How ’bout them apples?
I’ll start off by noting that I have yet to finish Madoka Magica (blasphemy, I know), and that overall I haven’t found myself terribly engaged by the show. It too often plays as being too over-the-top, a show obsessed with suffering for the sake of suffering. Its a lot less sleaze-tastic than the very similar UtaKata, but it nevertheless fails to interest me for many of the same reasons.
Of course, none of this is to contend that it is a bad show, precisely, although I would not grant it the status of “good”, either. No, because, regardless of my own general bland feelings toward it, it possesses quite a bit one can dig into – including the apple scene in episode seven of the show.
For a refresher, this is the scene wherein Kyouko cajoles Sayaka into taking a stroll with her, all the while toting a massive brown paper bag full of apples. They end up in an abandoned church, and, as it turns out, it was the church Kyouko’s father ran. She is trying to demonstrate the futility of making wishes for the sake of others, although it is too late for Sayaka to change her mind on that count, and also is making an argument for selfishness in general (never mind that she doesn’t quite practice what she preaches in later events). Her father, apparently, was not a popular preacher initially, and it was only through Kyouko’s wish for his popularity that he became so. But the man found out, and lost his mind. He rejected his daughter as a ‘witch’ and took his own life. Kyouko’s attempt at altruism backfired magnificently. The rest, as they say, is history.
(As a pure aside, I think that this entire scene is the most artistically well-done sequence in the entire show.)
Throughout the entire tale, Kyouko is either fiddling with or consuming her eponymous apples. It is a fruit that is very, very heavily associated with her, to the point that her color scheme takes a nod from them – red hair, red clothes, red eyes. And the narrative takes place within the confines of a church. Combine it with the fact that Kyouko’s own father, who appears to be a Christian minister of some sort, labels her a ‘witch’ (what is a witch? we may ask; a fallen woman, we may answer) upon discovery of her deal with Kyuubey, and it is difficult to ignore the symbolism at work.
Kyouko is our Eve in this scheme, Kyuubey our Snake, the offer of a wish the apple (although the Fruit of Knowledge is never given a definite fruit identity, it has in recent history, roughly the Renaissance period forward, been depicted as an apple). In taking hold of it, Kyouko essentially passes it along to our would-be Adam, her father. That he isn’t actually aware of what is happening plays in further to the story of Eden, as Adam passively accepted the apple when it was offered to him; Kyouko’s father doesn’t wonder about why he has suddenly gone from Mr. Unpopular to the hottest ticket in town. He doesn’t pause to consider it at all, at least from the narrative perspective we have, instead accepting it at face value: the people want to hear to Good Word, this fruit is delicious. It is only when he discovers that his daughter is a magical girl that the wheels come spinning off the bus.

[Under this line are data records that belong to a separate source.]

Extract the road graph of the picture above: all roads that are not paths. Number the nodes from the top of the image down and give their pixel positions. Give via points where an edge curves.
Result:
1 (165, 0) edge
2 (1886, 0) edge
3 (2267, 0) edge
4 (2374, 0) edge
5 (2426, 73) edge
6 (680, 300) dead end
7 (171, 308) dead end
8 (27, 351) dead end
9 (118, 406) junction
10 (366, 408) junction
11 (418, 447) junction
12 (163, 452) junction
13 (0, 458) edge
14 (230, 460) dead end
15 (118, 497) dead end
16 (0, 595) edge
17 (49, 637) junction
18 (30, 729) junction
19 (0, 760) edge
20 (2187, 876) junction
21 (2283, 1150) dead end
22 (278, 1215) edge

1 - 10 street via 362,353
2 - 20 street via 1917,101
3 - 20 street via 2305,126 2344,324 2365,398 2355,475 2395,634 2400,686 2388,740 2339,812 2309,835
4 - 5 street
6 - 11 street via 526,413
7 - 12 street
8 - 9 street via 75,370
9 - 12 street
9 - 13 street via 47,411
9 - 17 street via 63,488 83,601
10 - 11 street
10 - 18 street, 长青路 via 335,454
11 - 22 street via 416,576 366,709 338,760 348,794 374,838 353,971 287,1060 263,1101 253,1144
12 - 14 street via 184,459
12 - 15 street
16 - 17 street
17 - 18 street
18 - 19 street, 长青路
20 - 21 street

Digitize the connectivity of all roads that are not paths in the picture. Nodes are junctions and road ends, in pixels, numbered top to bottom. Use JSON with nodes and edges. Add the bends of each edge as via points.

So, the Fall of Man. In gaining knowledge, her father comes to despair. Adam realized he was naked and Kyouko’s father realizes that his congregants are literally enchanted. What follows is death.
Kyouko herself gains knowledge, too, and likewise comes to unhappiness, although unlike her father she is capable of adapting. But she herself takes on the guise of the Snake, at least as things develop, for she offers a literal apple to Sayaka while also holding forth an apple of knowledge as well. Sayaka’s already dealt with one Snake in the grass, and made the mistake of taking the apple from Kyuubey, but tosses the apple back at the second she encounters. She opts to remain in a flawed Eden in doing so, for she’s rejecting the knowledge that the world is itself a flawed place and that magical girls really perform no justice. Instead, she decides to remain ignorant, and when the knowledge does force itself in, she cannot handle the incursion for it runs headlong into her own convictions of truth, justice, and nobility. Whereas Kyouko looked at darkness and said, “Darkness, take my hand.” Sayaka is too inflexible to do so. It is only inevitable that her fate is an ugly and rapid transformation.

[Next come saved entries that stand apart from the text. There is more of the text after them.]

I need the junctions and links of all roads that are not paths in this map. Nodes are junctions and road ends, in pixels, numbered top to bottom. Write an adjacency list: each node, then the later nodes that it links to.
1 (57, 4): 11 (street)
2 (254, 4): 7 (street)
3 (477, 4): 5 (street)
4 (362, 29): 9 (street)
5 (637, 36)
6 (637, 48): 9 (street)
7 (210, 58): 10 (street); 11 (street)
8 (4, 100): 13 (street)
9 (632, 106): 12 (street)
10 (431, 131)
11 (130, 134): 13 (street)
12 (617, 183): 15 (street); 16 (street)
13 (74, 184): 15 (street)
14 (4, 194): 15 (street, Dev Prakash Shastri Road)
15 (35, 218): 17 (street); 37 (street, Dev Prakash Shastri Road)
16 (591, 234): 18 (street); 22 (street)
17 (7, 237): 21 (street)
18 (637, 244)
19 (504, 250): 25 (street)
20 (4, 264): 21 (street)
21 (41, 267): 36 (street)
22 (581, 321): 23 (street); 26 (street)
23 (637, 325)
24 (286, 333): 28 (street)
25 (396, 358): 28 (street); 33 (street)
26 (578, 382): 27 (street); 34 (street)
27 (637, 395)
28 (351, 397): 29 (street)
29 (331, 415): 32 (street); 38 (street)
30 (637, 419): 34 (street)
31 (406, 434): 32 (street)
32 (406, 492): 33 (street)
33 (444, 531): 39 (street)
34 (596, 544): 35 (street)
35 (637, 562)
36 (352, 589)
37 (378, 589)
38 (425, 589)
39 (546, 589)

Of course, at this point we run into a rather intriguing thing to consider – for, if acceptance of the apple means suffering, and rejection of the apple means suffering, what does it say about free will? Or, even more simply, the human existence carte blanche?

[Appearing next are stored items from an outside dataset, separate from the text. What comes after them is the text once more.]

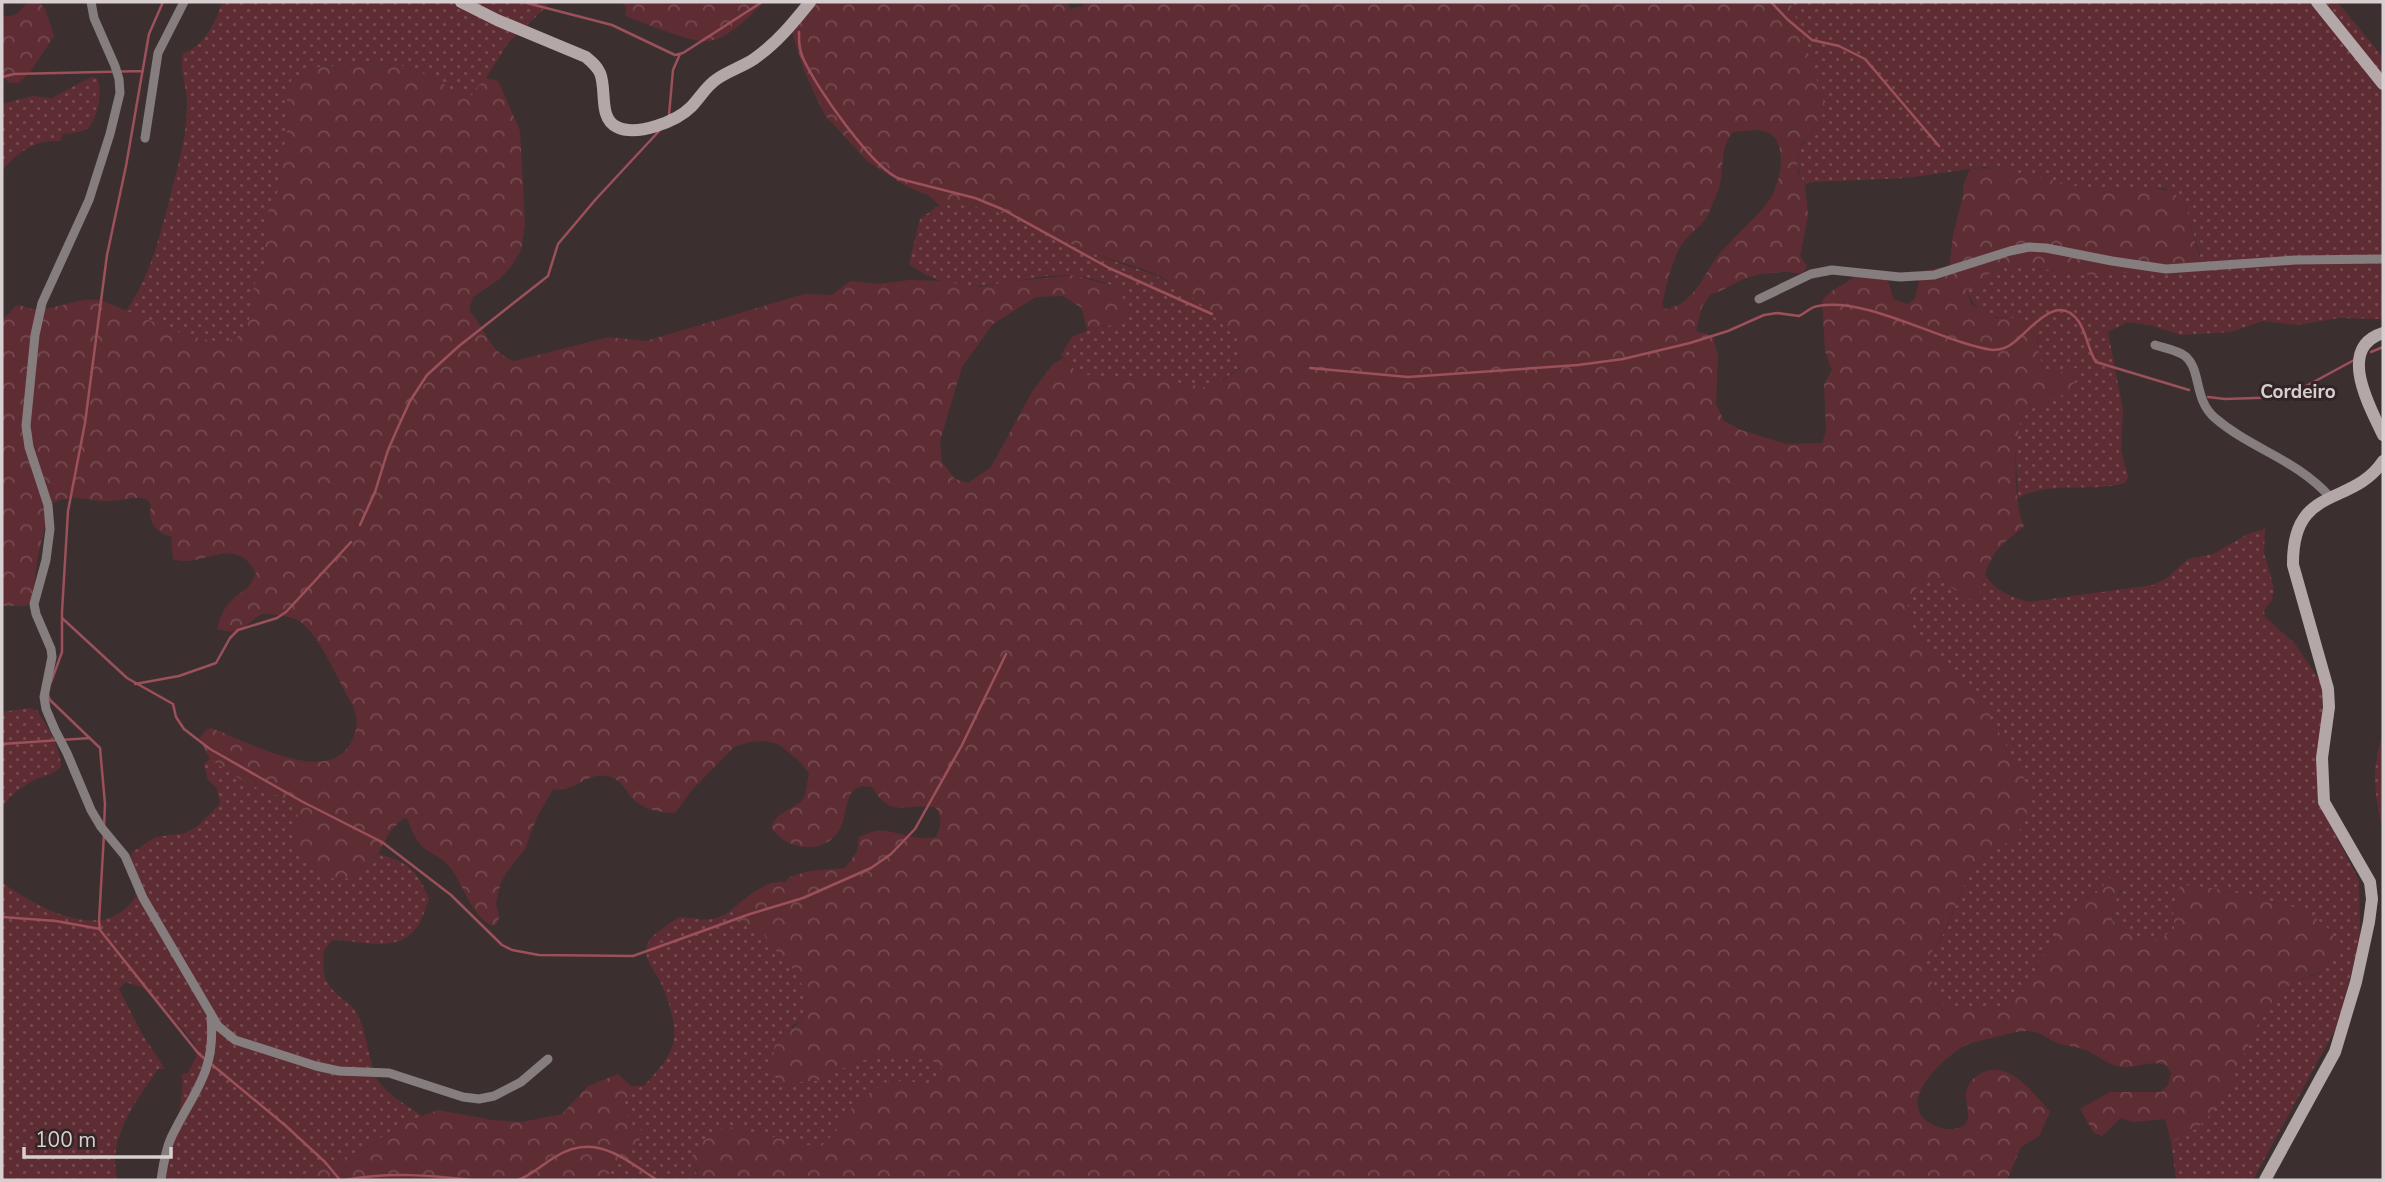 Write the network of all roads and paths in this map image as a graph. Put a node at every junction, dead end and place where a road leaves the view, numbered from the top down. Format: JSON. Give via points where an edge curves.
{"nodes":[{"id":1,"x":91,"y":2,"type":"edge"},
{"id":2,"x":184,"y":2,"type":"edge"},
{"id":3,"x":461,"y":2,"type":"edge"},
{"id":4,"x":810,"y":2,"type":"edge"},
{"id":5,"x":2317,"y":2,"type":"edge"},
{"id":6,"x":2383,"y":84,"type":"edge"},
{"id":7,"x":145,"y":138,"type":"dead end"},
{"id":8,"x":2383,"y":259,"type":"edge"},
{"id":9,"x":1759,"y":299,"type":"dead end"},
{"id":10,"x":2383,"y":333,"type":"edge"},
{"id":11,"x":2155,"y":345,"type":"dead end"},
{"id":12,"x":2383,"y":435,"type":"edge"},
{"id":13,"x":2383,"y":461,"type":"edge"},
{"id":14,"x":2330,"y":496,"type":"junction"},
{"id":15,"x":210,"y":1012,"type":"junction"},
{"id":16,"x":548,"y":1059,"type":"dead end"},
{"id":17,"x":161,"y":1180,"type":"edge"},
{"id":18,"x":2265,"y":1180,"type":"edge"}],
"edges":[{"from":1,"to":15,"type":"street","via":[[120,93],[89,200],[41,303],[26,426],[50,528],[34,604],[52,657],[44,698],[91,810],[125,856],[143,898]]},
{"from":2,"to":7,"type":"street","via":[[158,53]]},
{"from":3,"to":4,"type":"street","via":[[586,58],[601,74],[609,120],[616,127],[636,130],[682,115],[718,78],[756,58],[781,37]]},
{"from":5,"to":6,"type":"street"},
{"from":8,"to":9,"type":"street","via":[[2166,269],[2029,247],[1934,275],[1811,274]]},
{"from":10,"to":12,"type":"street","via":[[2367,342],[2359,374]]},
{"from":11,"to":14,"type":"street","via":[[2178,352],[2190,362],[2200,398],[2214,417],[2298,468]]},
{"from":13,"to":14,"type":"street","via":[[2357,484]]},
{"from":14,"to":18,"type":"street","via":[[2314,506],[2301,523],[2293,565],[2328,690],[2322,758],[2324,802],[2370,882],[2372,899],[2356,982],[2335,1052]]},
{"from":15,"to":16,"type":"street","via":[[235,1040],[260,1049],[339,1071],[389,1073],[463,1097],[494,1096],[521,1082]]},
{"from":15,"to":17,"type":"street","via":[[213,1041],[206,1074],[170,1141]]}]}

Or we can get into a more theological question – if the Fall of Man resulted from acceptance of the Fruit of Knowledge, what would rejection of it have meant? Would the end results have been any different, or was the ensuing state of affairs something inevitable?
I think that, at this juncture, it bears mentioning that I myself do not take the story of Genesis to be literal. I believe it says a lot about a culture’s values and that it is important for all that follows, but I do not take it literally. I am myself a progressive Christian, although I tend to call myself deeply blasphemous or simply a wanderer of the desert depending on how generous I’m feeling toward myself at the point in time when asked.
However. Eternal bliss because of eternal ignorance. An inevitable intrusion of pain regardless of whether knowledge was accepted or not. Or the choice to seize the apple. I’m glad Eve took the apple.